Extracted data Start Marker

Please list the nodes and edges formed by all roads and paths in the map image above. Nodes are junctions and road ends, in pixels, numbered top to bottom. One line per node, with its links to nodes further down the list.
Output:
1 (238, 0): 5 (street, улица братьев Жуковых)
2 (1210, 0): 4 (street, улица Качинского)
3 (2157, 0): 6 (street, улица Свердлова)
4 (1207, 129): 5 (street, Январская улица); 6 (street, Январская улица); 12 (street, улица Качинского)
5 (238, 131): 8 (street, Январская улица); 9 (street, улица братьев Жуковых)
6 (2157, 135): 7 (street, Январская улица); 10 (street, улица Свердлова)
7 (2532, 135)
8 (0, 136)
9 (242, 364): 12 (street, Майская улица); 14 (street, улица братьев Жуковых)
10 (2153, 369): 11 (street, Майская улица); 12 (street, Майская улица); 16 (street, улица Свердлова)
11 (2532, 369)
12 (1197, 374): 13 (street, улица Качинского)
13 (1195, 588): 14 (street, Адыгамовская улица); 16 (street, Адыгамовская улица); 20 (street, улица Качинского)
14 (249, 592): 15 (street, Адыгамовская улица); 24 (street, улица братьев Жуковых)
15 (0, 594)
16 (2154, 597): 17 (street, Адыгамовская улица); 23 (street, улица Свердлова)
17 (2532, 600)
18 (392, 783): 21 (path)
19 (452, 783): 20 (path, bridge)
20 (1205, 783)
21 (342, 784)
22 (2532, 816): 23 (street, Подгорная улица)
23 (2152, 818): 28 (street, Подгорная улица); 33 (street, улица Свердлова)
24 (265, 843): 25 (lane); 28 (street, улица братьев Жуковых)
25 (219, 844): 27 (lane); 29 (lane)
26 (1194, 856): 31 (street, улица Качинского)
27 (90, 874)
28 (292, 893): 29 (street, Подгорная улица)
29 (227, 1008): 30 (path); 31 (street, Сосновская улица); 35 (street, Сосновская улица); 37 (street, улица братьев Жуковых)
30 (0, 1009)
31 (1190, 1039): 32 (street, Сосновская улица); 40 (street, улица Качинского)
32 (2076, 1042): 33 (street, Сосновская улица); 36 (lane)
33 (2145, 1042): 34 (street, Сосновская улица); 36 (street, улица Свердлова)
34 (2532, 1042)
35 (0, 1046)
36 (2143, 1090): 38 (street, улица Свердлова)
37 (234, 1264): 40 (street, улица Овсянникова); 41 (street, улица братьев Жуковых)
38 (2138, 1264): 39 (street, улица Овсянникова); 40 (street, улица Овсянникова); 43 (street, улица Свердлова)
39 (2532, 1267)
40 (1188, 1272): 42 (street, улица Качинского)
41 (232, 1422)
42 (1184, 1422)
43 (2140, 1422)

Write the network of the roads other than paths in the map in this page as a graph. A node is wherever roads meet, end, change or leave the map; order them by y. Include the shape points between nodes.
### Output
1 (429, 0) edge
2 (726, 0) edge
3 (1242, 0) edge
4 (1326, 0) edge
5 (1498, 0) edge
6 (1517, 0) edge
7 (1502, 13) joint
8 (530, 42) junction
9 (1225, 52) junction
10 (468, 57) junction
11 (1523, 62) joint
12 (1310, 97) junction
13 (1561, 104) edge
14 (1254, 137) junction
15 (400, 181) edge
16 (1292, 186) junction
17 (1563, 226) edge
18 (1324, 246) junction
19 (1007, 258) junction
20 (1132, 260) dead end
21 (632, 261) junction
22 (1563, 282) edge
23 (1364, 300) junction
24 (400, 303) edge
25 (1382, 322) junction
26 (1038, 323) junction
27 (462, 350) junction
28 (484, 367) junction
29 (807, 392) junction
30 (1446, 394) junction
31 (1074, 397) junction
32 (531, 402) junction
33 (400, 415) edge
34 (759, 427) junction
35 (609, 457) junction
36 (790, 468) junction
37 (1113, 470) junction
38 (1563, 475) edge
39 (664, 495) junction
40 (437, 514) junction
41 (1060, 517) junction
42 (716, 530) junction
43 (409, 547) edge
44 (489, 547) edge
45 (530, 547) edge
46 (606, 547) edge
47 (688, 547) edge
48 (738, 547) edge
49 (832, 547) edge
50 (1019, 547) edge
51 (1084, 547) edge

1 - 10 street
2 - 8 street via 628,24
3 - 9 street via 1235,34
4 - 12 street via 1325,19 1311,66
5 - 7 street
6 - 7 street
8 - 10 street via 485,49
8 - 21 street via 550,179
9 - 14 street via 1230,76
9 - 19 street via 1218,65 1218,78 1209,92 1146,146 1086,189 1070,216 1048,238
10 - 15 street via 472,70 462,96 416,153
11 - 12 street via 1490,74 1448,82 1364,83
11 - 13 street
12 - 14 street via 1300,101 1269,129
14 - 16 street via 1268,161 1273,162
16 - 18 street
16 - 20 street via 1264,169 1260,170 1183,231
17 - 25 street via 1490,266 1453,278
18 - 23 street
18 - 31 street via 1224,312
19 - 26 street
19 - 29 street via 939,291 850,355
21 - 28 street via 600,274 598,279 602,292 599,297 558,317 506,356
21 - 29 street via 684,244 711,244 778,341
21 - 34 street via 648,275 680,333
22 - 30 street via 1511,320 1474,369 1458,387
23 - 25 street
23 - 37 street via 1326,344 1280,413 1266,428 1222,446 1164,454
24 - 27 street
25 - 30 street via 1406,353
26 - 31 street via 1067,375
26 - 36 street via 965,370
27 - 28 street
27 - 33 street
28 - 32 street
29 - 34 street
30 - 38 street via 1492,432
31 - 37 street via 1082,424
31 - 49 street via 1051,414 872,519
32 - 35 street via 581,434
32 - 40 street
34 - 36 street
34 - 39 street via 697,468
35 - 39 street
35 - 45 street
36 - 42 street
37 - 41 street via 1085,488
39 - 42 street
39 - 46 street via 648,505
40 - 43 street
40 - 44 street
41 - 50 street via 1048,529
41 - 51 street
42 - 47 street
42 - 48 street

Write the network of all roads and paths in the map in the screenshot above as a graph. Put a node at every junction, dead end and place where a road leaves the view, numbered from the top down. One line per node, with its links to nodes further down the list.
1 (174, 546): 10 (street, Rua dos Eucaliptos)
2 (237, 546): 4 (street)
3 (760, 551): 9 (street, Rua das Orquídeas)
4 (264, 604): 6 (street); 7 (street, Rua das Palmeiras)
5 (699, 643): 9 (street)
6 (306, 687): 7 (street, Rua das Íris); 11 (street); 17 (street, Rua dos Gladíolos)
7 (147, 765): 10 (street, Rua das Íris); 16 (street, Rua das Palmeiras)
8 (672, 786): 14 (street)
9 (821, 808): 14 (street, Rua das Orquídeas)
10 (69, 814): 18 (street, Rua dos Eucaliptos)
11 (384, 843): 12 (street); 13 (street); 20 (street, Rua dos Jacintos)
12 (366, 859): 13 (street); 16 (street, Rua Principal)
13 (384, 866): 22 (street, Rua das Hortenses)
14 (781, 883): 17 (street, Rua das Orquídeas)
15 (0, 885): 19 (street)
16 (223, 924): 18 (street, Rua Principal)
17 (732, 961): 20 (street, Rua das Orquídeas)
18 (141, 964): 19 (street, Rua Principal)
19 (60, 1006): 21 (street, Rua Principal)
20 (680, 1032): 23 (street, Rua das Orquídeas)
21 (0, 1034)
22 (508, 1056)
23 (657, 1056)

Extracted data End Marker

_To do_
What you should produce is an exact retyping of every line above.

_Solution_
Please list the nodes and edges formed by all roads and paths in the map image above. Nodes are junctions and road ends, in pixels, numbered top to bottom. One line per node, with its links to nodes further down the list.
Output:
1 (238, 0): 5 (street, улица братьев Жуковых)
2 (1210, 0): 4 (street, улица Качинского)
3 (2157, 0): 6 (street, улица Свердлова)
4 (1207, 129): 5 (street, Январская улица); 6 (street, Январская улица); 12 (street, улица Качинского)
5 (238, 131): 8 (street, Январская улица); 9 (street, улица братьев Жуковых)
6 (2157, 135): 7 (street, Январская улица); 10 (street, улица Свердлова)
7 (2532, 135)
8 (0, 136)
9 (242, 364): 12 (street, Майская улица); 14 (street, улица братьев Жуковых)
10 (2153, 369): 11 (street, Майская улица); 12 (street, Майская улица); 16 (street, улица Свердлова)
11 (2532, 369)
12 (1197, 374): 13 (street, улица Качинского)
13 (1195, 588): 14 (street, Адыгамовская улица); 16 (street, Адыгамовская улица); 20 (street, улица Качинского)
14 (249, 592): 15 (street, Адыгамовская улица); 24 (street, улица братьев Жуковых)
15 (0, 594)
16 (2154, 597): 17 (street, Адыгамовская улица); 23 (street, улица Свердлова)
17 (2532, 600)
18 (392, 783): 21 (path)
19 (452, 783): 20 (path, bridge)
20 (1205, 783)
21 (342, 784)
22 (2532, 816): 23 (street, Подгорная улица)
23 (2152, 818): 28 (street, Подгорная улица); 33 (street, улица Свердлова)
24 (265, 843): 25 (lane); 28 (street, улица братьев Жуковых)
25 (219, 844): 27 (lane); 29 (lane)
26 (1194, 856): 31 (street, улица Качинского)
27 (90, 874)
28 (292, 893): 29 (street, Подгорная улица)
29 (227, 1008): 30 (path); 31 (street, Сосновская улица); 35 (street, Сосновская улица); 37 (street, улица братьев Жуковых)
30 (0, 1009)
31 (1190, 1039): 32 (street, Сосновская улица); 40 (street, улица Качинского)
32 (2076, 1042): 33 (street, Сосновская улица); 36 (lane)
33 (2145, 1042): 34 (street, Сосновская улица); 36 (street, улица Свердлова)
34 (2532, 1042)
35 (0, 1046)
36 (2143, 1090): 38 (street, улица Свердлова)
37 (234, 1264): 40 (street, улица Овсянникова); 41 (street, улица братьев Жуковых)
38 (2138, 1264): 39 (street, улица Овсянникова); 40 (street, улица Овсянникова); 43 (street, улица Свердлова)
39 (2532, 1267)
40 (1188, 1272): 42 (street, улица Качинского)
41 (232, 1422)
42 (1184, 1422)
43 (2140, 1422)

Write the network of the roads other than paths in the map in this page as a graph. A node is wherever roads meet, end, change or leave the map; order them by y. Include the shape points between nodes.
### Output
1 (429, 0) edge
2 (726, 0) edge
3 (1242, 0) edge
4 (1326, 0) edge
5 (1498, 0) edge
6 (1517, 0) edge
7 (1502, 13) joint
8 (530, 42) junction
9 (1225, 52) junction
10 (468, 57) junction
11 (1523, 62) joint
12 (1310, 97) junction
13 (1561, 104) edge
14 (1254, 137) junction
15 (400, 181) edge
16 (1292, 186) junction
17 (1563, 226) edge
18 (1324, 246) junction
19 (1007, 258) junction
20 (1132, 260) dead end
21 (632, 261) junction
22 (1563, 282) edge
23 (1364, 300) junction
24 (400, 303) edge
25 (1382, 322) junction
26 (1038, 323) junction
27 (462, 350) junction
28 (484, 367) junction
29 (807, 392) junction
30 (1446, 394) junction
31 (1074, 397) junction
32 (531, 402) junction
33 (400, 415) edge
34 (759, 427) junction
35 (609, 457) junction
36 (790, 468) junction
37 (1113, 470) junction
38 (1563, 475) edge
39 (664, 495) junction
40 (437, 514) junction
41 (1060, 517) junction
42 (716, 530) junction
43 (409, 547) edge
44 (489, 547) edge
45 (530, 547) edge
46 (606, 547) edge
47 (688, 547) edge
48 (738, 547) edge
49 (832, 547) edge
50 (1019, 547) edge
51 (1084, 547) edge

1 - 10 street
2 - 8 street via 628,24
3 - 9 street via 1235,34
4 - 12 street via 1325,19 1311,66
5 - 7 street
6 - 7 street
8 - 10 street via 485,49
8 - 21 street via 550,179
9 - 14 street via 1230,76
9 - 19 street via 1218,65 1218,78 1209,92 1146,146 1086,189 1070,216 1048,238
10 - 15 street via 472,70 462,96 416,153
11 - 12 street via 1490,74 1448,82 1364,83
11 - 13 street
12 - 14 street via 1300,101 1269,129
14 - 16 street via 1268,161 1273,162
16 - 18 street
16 - 20 street via 1264,169 1260,170 1183,231
17 - 25 street via 1490,266 1453,278
18 - 23 street
18 - 31 street via 1224,312
19 - 26 street
19 - 29 street via 939,291 850,355
21 - 28 street via 600,274 598,279 602,292 599,297 558,317 506,356
21 - 29 street via 684,244 711,244 778,341
21 - 34 street via 648,275 680,333
22 - 30 street via 1511,320 1474,369 1458,387
23 - 25 street
23 - 37 street via 1326,344 1280,413 1266,428 1222,446 1164,454
24 - 27 street
25 - 30 street via 1406,353
26 - 31 street via 1067,375
26 - 36 street via 965,370
27 - 28 street
27 - 33 street
28 - 32 street
29 - 34 street
30 - 38 street via 1492,432
31 - 37 street via 1082,424
31 - 49 street via 1051,414 872,519
32 - 35 street via 581,434
32 - 40 street
34 - 36 street
34 - 39 street via 697,468
35 - 39 street
35 - 45 street
36 - 42 street
37 - 41 street via 1085,488
39 - 42 street
39 - 46 street via 648,505
40 - 43 street
40 - 44 street
41 - 50 street via 1048,529
41 - 51 street
42 - 47 street
42 - 48 street

Write the network of all roads and paths in the map in the screenshot above as a graph. Put a node at every junction, dead end and place where a road leaves the view, numbered from the top down. One line per node, with its links to nodes further down the list.
1 (174, 546): 10 (street, Rua dos Eucaliptos)
2 (237, 546): 4 (street)
3 (760, 551): 9 (street, Rua das Orquídeas)
4 (264, 604): 6 (street); 7 (street, Rua das Palmeiras)
5 (699, 643): 9 (street)
6 (306, 687): 7 (street, Rua das Íris); 11 (street); 17 (street, Rua dos Gladíolos)
7 (147, 765): 10 (street, Rua das Íris); 16 (street, Rua das Palmeiras)
8 (672, 786): 14 (street)
9 (821, 808): 14 (street, Rua das Orquídeas)
10 (69, 814): 18 (street, Rua dos Eucaliptos)
11 (384, 843): 12 (street); 13 (street); 20 (street, Rua dos Jacintos)
12 (366, 859): 13 (street); 16 (street, Rua Principal)
13 (384, 866): 22 (street, Rua das Hortenses)
14 (781, 883): 17 (street, Rua das Orquídeas)
15 (0, 885): 19 (street)
16 (223, 924): 18 (street, Rua Principal)
17 (732, 961): 20 (street, Rua das Orquídeas)
18 (141, 964): 19 (street, Rua Principal)
19 (60, 1006): 21 (street, Rua Principal)
20 (680, 1032): 23 (street, Rua das Orquídeas)
21 (0, 1034)
22 (508, 1056)
23 (657, 1056)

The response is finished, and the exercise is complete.